As my first post, it seems only appropriate that I talk generally about slum communities. My visits to the slums of Nicaragua were what initially inspired me to look deeper into this subject. While there’s little known about the particular slum I went to, others are shown to teem with a myriad of health issues. Particularly in slum communities with burning garbage and urban run-off, there are higher concentrations of these things called POPs (persistent organic pollutants) — a POP that you may have already heard of is DDT. The member nations of the Stockholm Convention on POPs recognize the need to reduce the prevalence of POPs as they are linked to a great number of health complications. I’ll just throw one out there: The Emperor of All Maladies, Cancer. Annoyingly, but not surprisingly, the United States has yet to join.
When I came back to the Bay Area, I came across a professor named Lee Riley who made it his mission to better understand and serve slum communities, especially those in Brazil. Walking into his office was much like walking into an airport souvenir shop in some Latin American country. There was a can of Brazilian ground coffee on his shelf, chocolates from Peru, and a whole array of charts and tribal masks lining his walls. As I write this, I remember that I’ve also been this house. It’s more or less the same except with less scattered papers on desks and more scattered books on couches.

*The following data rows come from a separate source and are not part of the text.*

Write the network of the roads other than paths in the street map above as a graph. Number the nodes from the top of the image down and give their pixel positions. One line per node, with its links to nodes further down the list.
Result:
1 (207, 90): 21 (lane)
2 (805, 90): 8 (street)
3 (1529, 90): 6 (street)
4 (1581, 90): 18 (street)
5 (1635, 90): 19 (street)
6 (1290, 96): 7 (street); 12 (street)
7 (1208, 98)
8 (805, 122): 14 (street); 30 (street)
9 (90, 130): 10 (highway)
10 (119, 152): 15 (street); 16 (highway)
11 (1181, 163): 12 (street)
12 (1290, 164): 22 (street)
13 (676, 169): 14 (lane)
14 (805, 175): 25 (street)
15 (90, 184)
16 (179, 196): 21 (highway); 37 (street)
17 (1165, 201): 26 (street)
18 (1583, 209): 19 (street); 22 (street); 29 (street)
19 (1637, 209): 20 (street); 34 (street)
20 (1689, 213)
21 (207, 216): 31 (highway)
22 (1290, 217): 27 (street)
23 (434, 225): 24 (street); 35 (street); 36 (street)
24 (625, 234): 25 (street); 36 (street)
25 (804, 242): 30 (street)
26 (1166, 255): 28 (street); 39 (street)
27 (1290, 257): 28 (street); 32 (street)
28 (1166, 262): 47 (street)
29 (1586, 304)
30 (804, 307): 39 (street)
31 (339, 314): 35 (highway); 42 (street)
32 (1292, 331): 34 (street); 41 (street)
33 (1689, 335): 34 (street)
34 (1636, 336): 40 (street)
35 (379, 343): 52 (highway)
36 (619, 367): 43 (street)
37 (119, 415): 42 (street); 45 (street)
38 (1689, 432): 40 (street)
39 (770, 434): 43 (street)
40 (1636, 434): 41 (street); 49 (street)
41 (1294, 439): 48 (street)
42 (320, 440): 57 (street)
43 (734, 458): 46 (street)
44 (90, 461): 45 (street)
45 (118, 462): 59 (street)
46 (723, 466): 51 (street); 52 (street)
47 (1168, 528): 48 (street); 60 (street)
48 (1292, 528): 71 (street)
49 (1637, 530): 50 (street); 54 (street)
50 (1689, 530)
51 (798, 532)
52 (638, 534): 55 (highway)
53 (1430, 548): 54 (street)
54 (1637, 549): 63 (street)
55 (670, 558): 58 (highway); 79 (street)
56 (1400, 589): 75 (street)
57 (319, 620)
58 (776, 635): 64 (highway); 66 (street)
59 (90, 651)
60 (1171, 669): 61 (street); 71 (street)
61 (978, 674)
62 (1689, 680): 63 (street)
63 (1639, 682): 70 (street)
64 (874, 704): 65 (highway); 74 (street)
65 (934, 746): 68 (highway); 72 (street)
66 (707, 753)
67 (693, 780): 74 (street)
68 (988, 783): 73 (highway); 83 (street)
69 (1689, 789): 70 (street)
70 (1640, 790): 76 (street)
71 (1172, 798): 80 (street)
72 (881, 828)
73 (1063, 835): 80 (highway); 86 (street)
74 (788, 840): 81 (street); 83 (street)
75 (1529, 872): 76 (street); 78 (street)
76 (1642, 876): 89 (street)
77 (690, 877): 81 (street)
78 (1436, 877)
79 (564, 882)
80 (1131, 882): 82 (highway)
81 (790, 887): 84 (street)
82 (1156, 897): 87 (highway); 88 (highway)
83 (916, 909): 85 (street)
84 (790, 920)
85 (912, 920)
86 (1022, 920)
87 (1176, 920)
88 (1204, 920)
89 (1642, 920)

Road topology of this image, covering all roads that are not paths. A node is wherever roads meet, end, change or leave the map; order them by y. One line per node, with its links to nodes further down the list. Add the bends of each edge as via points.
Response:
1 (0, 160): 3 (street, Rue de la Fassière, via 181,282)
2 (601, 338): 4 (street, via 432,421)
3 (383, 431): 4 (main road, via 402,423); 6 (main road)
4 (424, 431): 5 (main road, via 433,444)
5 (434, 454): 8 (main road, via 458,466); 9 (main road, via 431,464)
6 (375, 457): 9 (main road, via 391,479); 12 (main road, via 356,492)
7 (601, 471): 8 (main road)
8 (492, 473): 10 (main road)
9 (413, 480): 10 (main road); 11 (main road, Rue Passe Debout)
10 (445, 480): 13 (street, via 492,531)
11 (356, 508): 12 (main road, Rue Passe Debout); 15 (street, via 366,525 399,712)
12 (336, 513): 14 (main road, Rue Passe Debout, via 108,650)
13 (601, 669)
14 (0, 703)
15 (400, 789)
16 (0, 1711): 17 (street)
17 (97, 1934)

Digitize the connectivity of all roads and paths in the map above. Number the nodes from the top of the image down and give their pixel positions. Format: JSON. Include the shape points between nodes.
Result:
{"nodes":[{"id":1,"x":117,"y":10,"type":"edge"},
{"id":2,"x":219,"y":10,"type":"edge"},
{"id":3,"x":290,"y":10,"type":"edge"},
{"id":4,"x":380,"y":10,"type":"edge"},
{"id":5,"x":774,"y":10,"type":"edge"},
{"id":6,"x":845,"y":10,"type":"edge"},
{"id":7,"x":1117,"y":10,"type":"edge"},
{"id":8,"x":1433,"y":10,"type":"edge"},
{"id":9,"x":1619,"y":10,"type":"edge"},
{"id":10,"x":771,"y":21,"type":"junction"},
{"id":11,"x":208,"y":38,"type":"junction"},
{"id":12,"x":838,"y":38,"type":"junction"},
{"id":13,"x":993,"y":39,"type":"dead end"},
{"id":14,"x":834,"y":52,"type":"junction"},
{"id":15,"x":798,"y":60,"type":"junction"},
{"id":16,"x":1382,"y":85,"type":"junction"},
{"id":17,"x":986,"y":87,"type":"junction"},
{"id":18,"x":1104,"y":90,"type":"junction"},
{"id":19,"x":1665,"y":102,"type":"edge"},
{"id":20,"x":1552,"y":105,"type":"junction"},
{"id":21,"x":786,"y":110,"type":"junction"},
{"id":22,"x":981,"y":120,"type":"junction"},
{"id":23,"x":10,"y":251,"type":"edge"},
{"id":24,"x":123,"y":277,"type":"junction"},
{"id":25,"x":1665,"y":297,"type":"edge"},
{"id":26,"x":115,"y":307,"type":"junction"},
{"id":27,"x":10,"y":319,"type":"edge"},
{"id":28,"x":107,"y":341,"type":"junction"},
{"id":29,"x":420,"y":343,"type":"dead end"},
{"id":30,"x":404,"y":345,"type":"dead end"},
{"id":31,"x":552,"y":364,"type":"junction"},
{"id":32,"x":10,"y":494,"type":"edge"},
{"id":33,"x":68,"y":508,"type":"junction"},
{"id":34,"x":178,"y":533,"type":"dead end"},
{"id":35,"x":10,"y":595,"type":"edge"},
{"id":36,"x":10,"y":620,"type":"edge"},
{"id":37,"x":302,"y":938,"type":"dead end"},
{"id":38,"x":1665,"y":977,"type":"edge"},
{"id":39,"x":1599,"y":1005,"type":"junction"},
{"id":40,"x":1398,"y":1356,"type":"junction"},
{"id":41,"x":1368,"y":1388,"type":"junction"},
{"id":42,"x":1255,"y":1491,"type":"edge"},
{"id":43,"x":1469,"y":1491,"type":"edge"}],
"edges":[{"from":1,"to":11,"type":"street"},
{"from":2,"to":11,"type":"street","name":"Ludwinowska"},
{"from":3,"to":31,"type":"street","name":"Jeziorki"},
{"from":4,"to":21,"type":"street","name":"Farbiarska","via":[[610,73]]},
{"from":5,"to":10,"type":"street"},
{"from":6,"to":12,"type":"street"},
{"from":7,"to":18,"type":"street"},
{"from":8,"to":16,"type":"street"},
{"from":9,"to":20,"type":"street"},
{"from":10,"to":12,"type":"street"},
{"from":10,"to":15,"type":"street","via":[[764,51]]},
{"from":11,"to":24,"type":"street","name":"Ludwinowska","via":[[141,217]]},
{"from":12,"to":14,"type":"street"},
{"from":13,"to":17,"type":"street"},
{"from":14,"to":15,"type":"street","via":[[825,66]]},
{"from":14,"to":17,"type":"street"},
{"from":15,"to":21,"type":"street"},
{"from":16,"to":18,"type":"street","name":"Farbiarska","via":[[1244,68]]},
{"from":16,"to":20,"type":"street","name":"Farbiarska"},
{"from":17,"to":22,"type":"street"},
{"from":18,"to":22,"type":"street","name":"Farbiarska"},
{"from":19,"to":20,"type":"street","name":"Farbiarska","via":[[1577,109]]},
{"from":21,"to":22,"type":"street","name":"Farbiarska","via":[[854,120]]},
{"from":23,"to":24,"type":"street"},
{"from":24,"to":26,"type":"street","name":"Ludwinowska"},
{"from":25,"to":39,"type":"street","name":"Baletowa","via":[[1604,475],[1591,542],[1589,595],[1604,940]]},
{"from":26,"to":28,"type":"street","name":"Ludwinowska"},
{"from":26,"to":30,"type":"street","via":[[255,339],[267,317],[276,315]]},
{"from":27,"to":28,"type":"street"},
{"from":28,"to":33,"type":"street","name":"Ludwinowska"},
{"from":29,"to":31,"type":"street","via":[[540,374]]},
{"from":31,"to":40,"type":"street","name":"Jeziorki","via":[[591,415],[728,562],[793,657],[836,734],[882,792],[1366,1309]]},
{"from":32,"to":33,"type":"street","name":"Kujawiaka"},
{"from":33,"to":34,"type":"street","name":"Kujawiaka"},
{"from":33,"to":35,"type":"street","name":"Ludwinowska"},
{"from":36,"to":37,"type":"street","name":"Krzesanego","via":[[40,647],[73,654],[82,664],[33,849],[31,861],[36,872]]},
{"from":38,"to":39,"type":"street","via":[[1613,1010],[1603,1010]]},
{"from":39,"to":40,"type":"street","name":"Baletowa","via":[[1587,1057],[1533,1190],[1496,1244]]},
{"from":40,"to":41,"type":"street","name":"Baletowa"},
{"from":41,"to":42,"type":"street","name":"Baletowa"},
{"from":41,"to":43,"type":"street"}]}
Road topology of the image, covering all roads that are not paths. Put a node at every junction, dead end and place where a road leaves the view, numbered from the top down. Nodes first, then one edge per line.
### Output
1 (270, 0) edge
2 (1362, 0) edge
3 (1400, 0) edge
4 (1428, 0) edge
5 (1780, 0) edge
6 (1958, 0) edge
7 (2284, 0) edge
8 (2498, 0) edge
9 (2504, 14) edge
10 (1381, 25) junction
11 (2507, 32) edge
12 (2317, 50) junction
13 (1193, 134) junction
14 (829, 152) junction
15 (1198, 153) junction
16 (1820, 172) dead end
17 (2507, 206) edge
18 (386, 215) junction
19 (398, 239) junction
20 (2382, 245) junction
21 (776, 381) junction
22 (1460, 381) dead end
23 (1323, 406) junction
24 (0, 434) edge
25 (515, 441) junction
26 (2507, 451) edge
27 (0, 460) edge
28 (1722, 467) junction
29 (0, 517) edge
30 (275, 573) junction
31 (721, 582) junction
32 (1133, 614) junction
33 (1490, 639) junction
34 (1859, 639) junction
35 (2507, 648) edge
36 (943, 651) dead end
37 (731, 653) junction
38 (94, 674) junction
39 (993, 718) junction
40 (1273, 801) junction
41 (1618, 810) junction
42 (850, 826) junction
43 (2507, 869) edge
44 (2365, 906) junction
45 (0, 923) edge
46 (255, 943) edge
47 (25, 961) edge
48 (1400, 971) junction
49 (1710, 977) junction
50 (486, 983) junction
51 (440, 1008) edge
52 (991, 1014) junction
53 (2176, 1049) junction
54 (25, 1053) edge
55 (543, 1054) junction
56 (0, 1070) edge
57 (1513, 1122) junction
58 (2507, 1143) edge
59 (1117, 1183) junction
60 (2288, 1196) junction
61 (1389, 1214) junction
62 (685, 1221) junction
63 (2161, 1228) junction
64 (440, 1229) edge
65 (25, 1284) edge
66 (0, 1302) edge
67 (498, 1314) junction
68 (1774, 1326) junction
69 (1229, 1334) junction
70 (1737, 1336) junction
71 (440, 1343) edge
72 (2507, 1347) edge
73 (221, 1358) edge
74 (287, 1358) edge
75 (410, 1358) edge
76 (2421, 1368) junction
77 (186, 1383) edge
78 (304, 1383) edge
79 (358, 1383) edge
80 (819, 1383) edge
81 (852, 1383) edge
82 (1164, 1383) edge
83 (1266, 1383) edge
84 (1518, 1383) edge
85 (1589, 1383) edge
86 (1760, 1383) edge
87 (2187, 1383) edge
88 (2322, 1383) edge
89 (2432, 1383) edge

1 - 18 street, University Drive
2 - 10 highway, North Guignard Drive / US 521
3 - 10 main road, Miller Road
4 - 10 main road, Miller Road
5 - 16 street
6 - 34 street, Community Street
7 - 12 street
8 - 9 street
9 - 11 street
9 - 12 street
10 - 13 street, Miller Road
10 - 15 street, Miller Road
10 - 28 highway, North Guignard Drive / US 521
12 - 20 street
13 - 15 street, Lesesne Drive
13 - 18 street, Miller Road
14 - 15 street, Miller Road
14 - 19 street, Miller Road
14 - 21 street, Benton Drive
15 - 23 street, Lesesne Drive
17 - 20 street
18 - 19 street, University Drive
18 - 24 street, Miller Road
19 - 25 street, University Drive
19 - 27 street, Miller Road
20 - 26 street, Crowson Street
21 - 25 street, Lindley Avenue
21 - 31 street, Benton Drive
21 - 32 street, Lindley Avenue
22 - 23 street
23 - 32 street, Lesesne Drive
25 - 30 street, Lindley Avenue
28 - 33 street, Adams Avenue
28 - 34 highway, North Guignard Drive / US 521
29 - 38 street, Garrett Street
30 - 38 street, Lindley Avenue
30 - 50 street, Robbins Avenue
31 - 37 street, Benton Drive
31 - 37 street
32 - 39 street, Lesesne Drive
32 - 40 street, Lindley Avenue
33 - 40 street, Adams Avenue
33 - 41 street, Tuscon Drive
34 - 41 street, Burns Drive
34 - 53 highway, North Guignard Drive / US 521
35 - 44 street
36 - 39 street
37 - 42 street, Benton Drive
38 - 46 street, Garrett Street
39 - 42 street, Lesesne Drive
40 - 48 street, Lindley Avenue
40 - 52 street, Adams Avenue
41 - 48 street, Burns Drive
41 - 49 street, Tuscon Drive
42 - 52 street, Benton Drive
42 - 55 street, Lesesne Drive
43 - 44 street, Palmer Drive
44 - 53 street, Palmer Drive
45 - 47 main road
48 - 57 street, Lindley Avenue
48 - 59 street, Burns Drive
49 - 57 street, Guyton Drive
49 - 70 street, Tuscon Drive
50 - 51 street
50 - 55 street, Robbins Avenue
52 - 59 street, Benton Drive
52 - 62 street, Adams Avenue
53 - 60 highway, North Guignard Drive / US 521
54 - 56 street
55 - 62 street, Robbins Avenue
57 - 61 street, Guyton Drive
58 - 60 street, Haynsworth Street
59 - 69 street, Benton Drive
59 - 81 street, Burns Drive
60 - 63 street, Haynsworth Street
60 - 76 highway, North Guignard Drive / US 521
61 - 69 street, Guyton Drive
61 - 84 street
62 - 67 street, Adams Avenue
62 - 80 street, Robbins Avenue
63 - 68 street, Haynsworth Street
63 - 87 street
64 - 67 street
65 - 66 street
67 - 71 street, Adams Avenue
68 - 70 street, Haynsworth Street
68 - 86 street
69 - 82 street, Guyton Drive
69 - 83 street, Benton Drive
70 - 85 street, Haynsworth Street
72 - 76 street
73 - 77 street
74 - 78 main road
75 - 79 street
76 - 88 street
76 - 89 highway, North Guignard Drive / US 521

One of his most cited papers is titled “Slum health: diseases of neglected populations.” His observations made on slum community in the city of Salvador, Brazil, illustrates the urgency of addressing such marginalized communities. More alarming yet, there are more than a billion people who live in slum communities around the world, and this number is on the rise. These communities are breeding grounds for all sorts of public health concerns, but also provide a target point for potential preventative health care successes. What happens is, illnesses go largely undetected and unnoticed in these communities until things reach a point of no return. According to this paper, diseases are typically ignored by the formal health sector until greater complications or death. Thus it is imperative to adopt a new strategy when addressing this great disparity. But before health care institutions go about poorly allocating resources, there needs to be a greater understanding of the true environment of wellbeing and diseases within these communities. Riley et al. calls for a new approach to assessing slum health. It is in our best interest to first understand the complex “social-cluster determinants of diseases” to better allocate resources to these populations before it’s too late. Who’s in?
An interesting point this papers makes, that adds to the urgency of this issue, is that while governments spend billions of dollars preparing to bird flu pandemics (this paper was written in 2007), epidemics of diseases that are being incubated in growing slum populations may “reverse all the economic gains made in the last 2 decades” in emerging economics as Brazil, Mexico, and China. Hard to imagine? HIV/AIDS did something similar to Africa in the last two decades.
There are many honorable and well-intentioned efforts to reduce poverty and empower these communities, but do we really understand how to tackle this beast?
If you’re interested in this subject, check out the work done by Lee Riley at Berkeley’s School of Public Health or Albert Ko at Yale’s School of Public Health.